Sunday, May 17
ANYONE WHO HAS PLAYED much golf knows that scoring happens around and on the green. He or she who makes the most putts is usually the one who wins on tour week in and week out.
I write about this game much more than I play, but yesterday I had the good fortune to play in a captain’s choice tournament, or scramble. I hit some nice tee shots, a few solid irons and even reached a par-5 in two with a 3-wood, probably my best tee-to-green shot of the day.
But it was the two long putts I holed that gave me the most satisfaction. One was a downhill putt of at least 30 feet. The other was a 20-foot left-to-right breaker from the apron.
I thought of something Tiger Woods said after he sunk that incredible tying putt on the 72nd hole of last year’s U.S. Open at Torrey Pines. When Tiger was asked how he did it, I remember him saying he picked out his line and tried to put his best stroke on the ball. That was pretty much it.
Commit to your line. Stroke it well. Simple.

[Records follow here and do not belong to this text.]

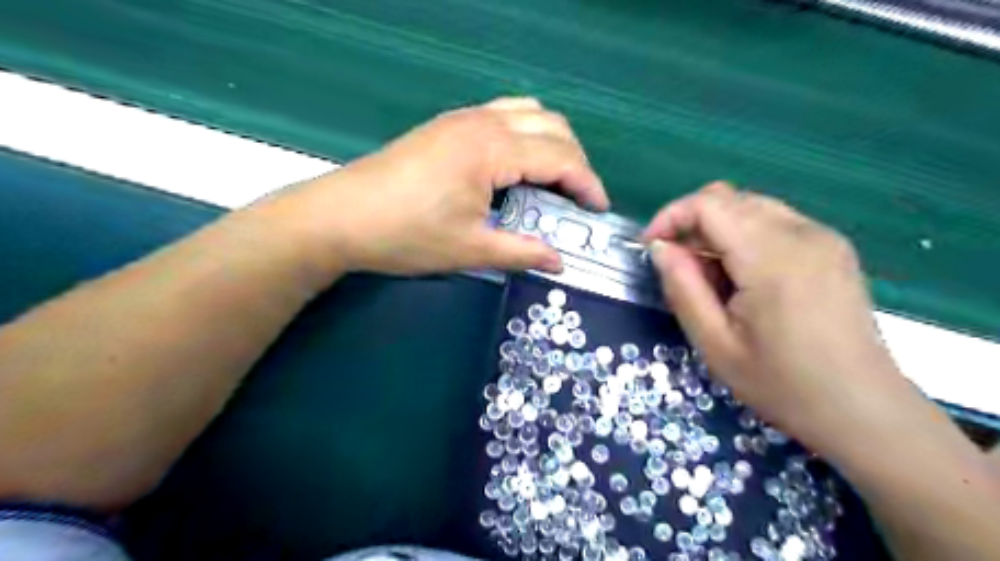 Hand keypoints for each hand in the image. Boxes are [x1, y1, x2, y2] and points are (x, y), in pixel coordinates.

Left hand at [261, 99, 603, 277]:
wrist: (339, 218)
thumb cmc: (406, 235)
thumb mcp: (469, 250)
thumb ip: (521, 252)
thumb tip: (558, 262)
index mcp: (491, 150)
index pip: (559, 157)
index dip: (587, 183)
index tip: (599, 209)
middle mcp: (482, 122)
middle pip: (551, 125)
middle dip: (575, 159)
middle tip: (579, 197)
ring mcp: (461, 119)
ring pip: (527, 112)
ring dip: (551, 141)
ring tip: (555, 178)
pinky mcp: (446, 125)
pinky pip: (502, 115)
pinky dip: (525, 134)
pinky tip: (518, 165)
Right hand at [646, 182, 911, 452]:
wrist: (863, 409)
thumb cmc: (782, 384)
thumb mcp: (715, 344)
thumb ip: (682, 288)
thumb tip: (660, 248)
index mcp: (772, 258)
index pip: (708, 203)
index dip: (670, 216)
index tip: (650, 247)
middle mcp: (802, 233)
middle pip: (729, 198)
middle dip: (691, 223)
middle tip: (678, 267)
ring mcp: (823, 236)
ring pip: (750, 206)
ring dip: (717, 229)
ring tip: (710, 276)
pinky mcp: (832, 246)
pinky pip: (774, 221)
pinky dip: (743, 236)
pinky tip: (743, 276)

We all know that Tiger believes he can sink those putts in the most pressure-packed moments, but even he can’t control spike marks, changing light, grain and other variables. In the end, all Tiger can do is trust his line and his stroke. Keyword: trust.
The result? Tiger hits a lot of very solid putts that roll true and find the cup.
Back to my round yesterday. One of the players on our team was a 15-year-old boy who had the raw power to hit 300-plus yard drives (in any direction). He will soon be playing on the high school golf team.
I suggested to the boy’s 66-year-old gramps, also in our group, to tell the boy to work his butt off at his short game because that’s what makes the difference in this game at every level. It’s not nearly as glamorous as monster drives, but it’s the key to scoring and trophies. It’s what makes Tiger Woods so great.